TASK INSTRUCTIONS: Draw out every line with the word "pour" from the listing below.

RECORDS PROVIDED Start Marker

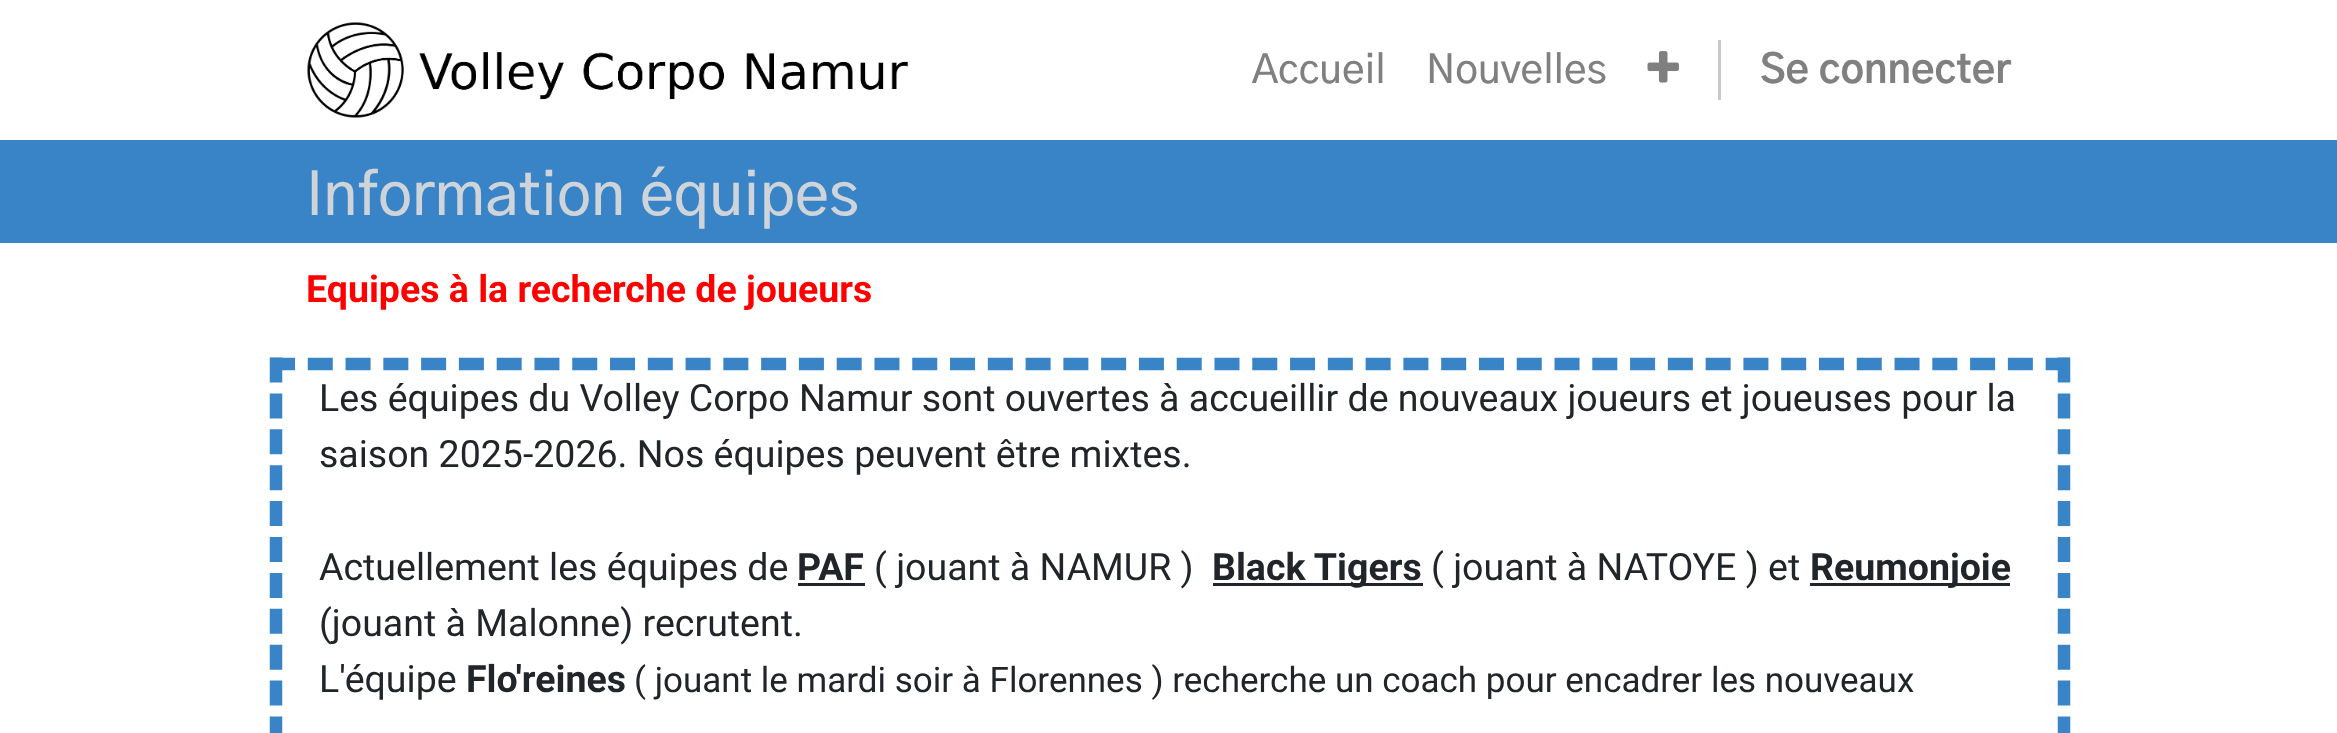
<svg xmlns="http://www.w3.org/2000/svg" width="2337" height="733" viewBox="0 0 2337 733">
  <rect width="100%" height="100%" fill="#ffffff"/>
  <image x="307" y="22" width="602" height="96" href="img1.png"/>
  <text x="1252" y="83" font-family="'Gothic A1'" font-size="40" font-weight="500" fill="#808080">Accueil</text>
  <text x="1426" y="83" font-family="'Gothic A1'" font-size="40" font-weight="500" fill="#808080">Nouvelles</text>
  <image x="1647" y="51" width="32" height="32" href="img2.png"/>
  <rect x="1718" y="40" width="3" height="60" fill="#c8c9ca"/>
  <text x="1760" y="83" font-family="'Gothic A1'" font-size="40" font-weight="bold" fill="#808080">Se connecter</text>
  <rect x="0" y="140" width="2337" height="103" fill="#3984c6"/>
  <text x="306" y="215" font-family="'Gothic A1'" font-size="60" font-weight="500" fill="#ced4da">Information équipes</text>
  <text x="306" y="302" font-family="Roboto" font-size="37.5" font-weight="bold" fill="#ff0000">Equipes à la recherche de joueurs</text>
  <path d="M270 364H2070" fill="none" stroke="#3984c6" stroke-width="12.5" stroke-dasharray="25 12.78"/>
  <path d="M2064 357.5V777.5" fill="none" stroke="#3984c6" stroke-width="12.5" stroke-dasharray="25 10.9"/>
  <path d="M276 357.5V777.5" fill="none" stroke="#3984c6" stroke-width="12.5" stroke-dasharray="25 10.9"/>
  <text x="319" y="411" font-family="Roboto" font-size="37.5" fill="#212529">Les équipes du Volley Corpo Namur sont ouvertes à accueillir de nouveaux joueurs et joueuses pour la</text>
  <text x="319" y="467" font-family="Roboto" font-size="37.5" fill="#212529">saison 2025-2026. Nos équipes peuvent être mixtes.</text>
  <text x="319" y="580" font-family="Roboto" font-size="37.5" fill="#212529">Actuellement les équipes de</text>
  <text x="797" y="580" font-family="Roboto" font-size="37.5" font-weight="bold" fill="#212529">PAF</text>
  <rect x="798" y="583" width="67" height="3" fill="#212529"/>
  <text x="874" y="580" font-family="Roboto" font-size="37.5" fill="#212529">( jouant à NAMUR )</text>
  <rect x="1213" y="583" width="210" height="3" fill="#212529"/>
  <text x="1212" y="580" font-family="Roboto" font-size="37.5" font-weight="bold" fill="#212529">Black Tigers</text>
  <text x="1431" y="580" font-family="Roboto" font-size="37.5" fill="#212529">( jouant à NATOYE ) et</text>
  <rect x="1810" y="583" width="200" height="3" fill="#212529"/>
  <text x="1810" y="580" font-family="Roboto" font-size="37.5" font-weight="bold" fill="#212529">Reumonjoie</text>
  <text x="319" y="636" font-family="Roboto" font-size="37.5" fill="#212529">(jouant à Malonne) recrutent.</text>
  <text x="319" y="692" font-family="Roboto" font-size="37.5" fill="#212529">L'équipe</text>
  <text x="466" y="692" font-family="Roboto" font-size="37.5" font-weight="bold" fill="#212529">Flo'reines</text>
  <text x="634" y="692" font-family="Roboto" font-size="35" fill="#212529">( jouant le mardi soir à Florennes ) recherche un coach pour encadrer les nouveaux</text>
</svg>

RECORDS PROVIDED End Marker

WRITTEN SOLUTION:
  <text x="319" y="411" font-family="Roboto" font-size="37.5" fill="#212529">Les équipes du Volley Corpo Namur sont ouvertes à accueillir de nouveaux joueurs et joueuses pour la</text>
  <text x="634" y="692" font-family="Roboto" font-size="35" fill="#212529">( jouant le mardi soir à Florennes ) recherche un coach pour encadrer les nouveaux</text>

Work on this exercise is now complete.